**TASK REQUIREMENTS**
Whenever a picture appears, leave it out while repeating all the other data exactly.

**WORKING DATA**

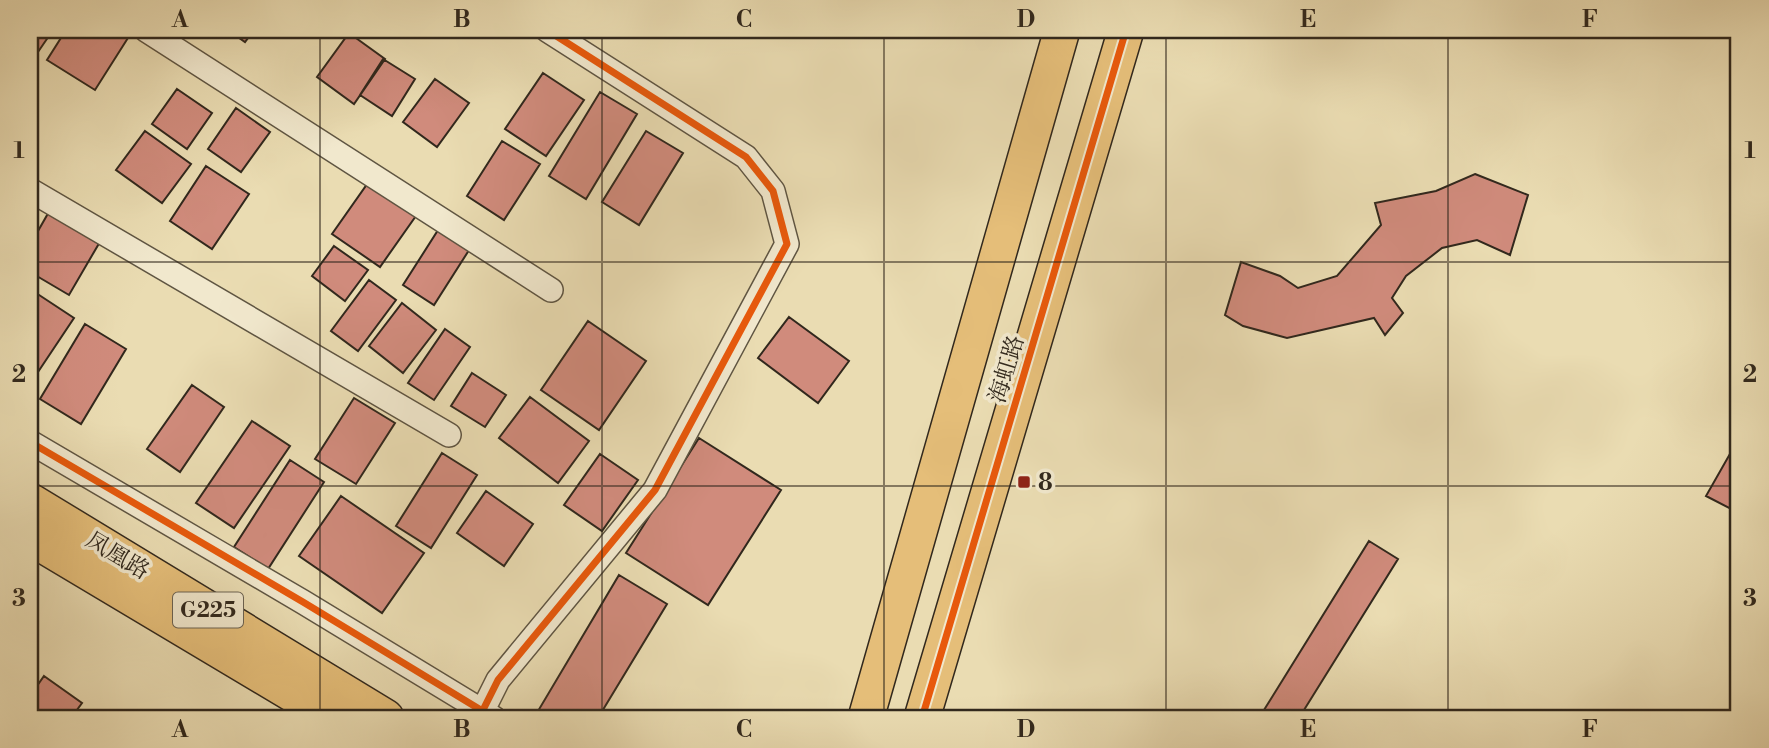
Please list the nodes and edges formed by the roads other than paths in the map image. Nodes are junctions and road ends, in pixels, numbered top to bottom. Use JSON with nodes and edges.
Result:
{"nodes":[{"id":1,"x":146,"y":30,"type":"edge"},
{"id":2,"x":547,"y":30,"type":"edge"},
{"id":3,"x":1062,"y":30,"type":"edge"},
{"id":4,"x":1126,"y":30,"type":"edge"},
{"id":5,"x":30,"y":190,"type":"edge"},
{"id":6,"x":551,"y":290,"type":"dead end"},
{"id":7,"x":449,"y":435,"type":"dead end"},
{"id":8,"x":30,"y":442,"type":"edge"},
{"id":9,"x":30,"y":502,"type":"edge"},
{"id":10,"x":30,"y":536,"type":"edge"},
{"id":11,"x":485,"y":716,"type":"edge"},
{"id":12,"x":335,"y":718,"type":"edge"},
{"id":13,"x":385,"y":718,"type":"edge"},
{"id":14,"x":866,"y":718,"type":"edge"},
{"id":15,"x":922,"y":718,"type":"edge"}],
"edges":[{"from":1,"to":6,"type":"street"},
{"from":2,"to":11,"type":"street"},
{"from":3,"to":14,"type":"main road","name":"海虹路"},
{"from":4,"to":15,"type":"main road","name":"海虹路"},
{"from":5,"to":7,"type":"street"},
{"from":8,"to":11,"type":"street"},
{"from":9,"to":13,"type":"highway","name":"凤凰路","number":"G225"},
{"from":10,"to":12,"type":"highway","name":"凤凰路","number":"G225"}]}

**OUTPUT FOR THIS TASK**
Please list the nodes and edges formed by the roads other than paths in the map image. Nodes are junctions and road ends, in pixels, numbered top to bottom. Use JSON with nodes and edges.
Result:
{"nodes":[{"id":1,"x":146,"y":30,"type":"edge"},
{"id":2,"x":547,"y":30,"type":"edge"},
{"id":3,"x":1062,"y":30,"type":"edge"},
{"id":4,"x":1126,"y":30,"type":"edge"},
{"id":5,"x":30,"y":190,"type":"edge"},
{"id":6,"x":551,"y":290,"type":"dead end"},
{"id":7,"x":449,"y":435,"type":"dead end"},
{"id":8,"x":30,"y":442,"type":"edge"},
{"id":9,"x":30,"y":502,"type":"edge"},
{"id":10,"x":30,"y":536,"type":"edge"},
{"id":11,"x":485,"y":716,"type":"edge"},
{"id":12,"x":335,"y":718,"type":"edge"},
{"id":13,"x":385,"y":718,"type":"edge"},
{"id":14,"x":866,"y":718,"type":"edge"},
{"id":15,"x":922,"y":718,"type":"edge"}],
"edges":[{"from":1,"to":6,"type":"street"},
{"from":2,"to":11,"type":"street"},
{"from":3,"to":14,"type":"main road","name":"海虹路"},
{"from":4,"to":15,"type":"main road","name":"海虹路"},
{"from":5,"to":7,"type":"street"},
{"from":8,"to":11,"type":"street"},
{"from":9,"to":13,"type":"highway","name":"凤凰路","number":"G225"},
{"from":10,"to":12,"type":"highway","name":"凤凰路","number":"G225"}]}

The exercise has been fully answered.